Cambridge, Mass. ( Associated Press) – Hundreds of people rallied on Tuesday near the Harvard University campus and the Chinese consulates in New York and Chicago to show their support for protests that have challenged China’s president over strict restrictions to stop the spread of the pandemic. requested to be removed. COVID-19, which has been the biggest protest against the Beijing government in decades.
About 50 protesters, mostly university students, sang songs in English and Chinese and chanted slogans in both languages, including “We are not slaves, we are citizens,” “We don’t want dictatorship, we want elections,” and “Resign, Xi Jinping,” referring to the Chinese president by name.
Many of those gathered in front of the John Harvard statue wore masks, not because of COVID-19 but out of concern that their relatives in China could face repercussions if they were recognized by Chinese authorities .
Relatives could face harassment or even lose their jobs, said Wen, a Chinese Harvard student who participated in the protest and did not want to reveal his full name to his relatives in China.
In New York, about 400 people gathered in the street in front of the consulate, carrying banners reading “Dignity and liberty for citizens” and “Free China”.
About 200 protesters gathered in front of the Chinese consulate in Chicago. Some of them shouted: “We don’t want PCR tests, we want food” and “We don’t want dictators, we want votes”.
Protesters carried flowers, lit candles and covered their faces with banners, masks and blank sheets of paper, which protesters in China have used as symbols against government censorship.
“I came here because I wanted to do everything I could to help my people,” said a 21-year-old man wearing a hazmat suit, a reference to the suits worn by those who are in mandatory COVID-19 protection. Perform 19 diagnostic tests. China.
She asked to be identified only as an artist because her parents belong to the Communist Party and she is concerned that they could be arrested if they are identified.

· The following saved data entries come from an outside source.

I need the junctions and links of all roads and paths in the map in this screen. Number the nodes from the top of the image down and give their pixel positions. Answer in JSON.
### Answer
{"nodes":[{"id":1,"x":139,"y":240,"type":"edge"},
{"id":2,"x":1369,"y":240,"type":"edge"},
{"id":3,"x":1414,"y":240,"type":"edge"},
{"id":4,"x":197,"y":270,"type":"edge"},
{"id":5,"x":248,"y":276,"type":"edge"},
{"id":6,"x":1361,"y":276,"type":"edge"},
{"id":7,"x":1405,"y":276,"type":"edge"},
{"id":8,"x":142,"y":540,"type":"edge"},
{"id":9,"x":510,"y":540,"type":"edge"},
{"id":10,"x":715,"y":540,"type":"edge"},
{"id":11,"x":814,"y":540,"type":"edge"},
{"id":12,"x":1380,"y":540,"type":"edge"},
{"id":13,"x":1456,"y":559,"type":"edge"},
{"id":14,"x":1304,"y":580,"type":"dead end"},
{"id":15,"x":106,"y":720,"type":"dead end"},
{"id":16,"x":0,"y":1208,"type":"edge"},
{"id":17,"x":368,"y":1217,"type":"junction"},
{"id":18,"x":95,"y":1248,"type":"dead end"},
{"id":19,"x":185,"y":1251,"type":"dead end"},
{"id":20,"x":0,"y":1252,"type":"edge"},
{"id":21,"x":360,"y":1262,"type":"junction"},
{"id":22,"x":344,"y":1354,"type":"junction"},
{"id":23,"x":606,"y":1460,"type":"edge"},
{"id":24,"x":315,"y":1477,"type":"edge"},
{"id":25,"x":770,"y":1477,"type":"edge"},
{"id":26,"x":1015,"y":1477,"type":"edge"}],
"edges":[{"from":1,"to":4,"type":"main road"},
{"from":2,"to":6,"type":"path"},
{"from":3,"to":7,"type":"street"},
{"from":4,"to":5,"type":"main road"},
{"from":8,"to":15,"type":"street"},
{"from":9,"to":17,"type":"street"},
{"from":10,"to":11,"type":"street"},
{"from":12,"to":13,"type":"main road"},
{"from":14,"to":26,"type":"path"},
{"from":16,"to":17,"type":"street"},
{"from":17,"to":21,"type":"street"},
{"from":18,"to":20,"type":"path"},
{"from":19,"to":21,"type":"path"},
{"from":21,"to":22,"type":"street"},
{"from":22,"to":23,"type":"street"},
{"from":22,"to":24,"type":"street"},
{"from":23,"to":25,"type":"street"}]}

“They would be very concerned” if they knew he was at the protest, he said.
Chinese authorities’ restrictive “zero COVID” strategy has sparked demonstrations in at least eight cities in the Chinese mainland and Hong Kong, described as the most significant protests in Tiananmen Square since the 1989 pro-democracy student movement being done.
Some Chinese universities have sent students home and police were deployed in Beijing and Shanghai to prevent further protests on Tuesday. Security forces detained unidentified people and intensified surveillance.
Photojournalist John Minchillo in New York and reporter Claire Savage in Chicago contributed to this report.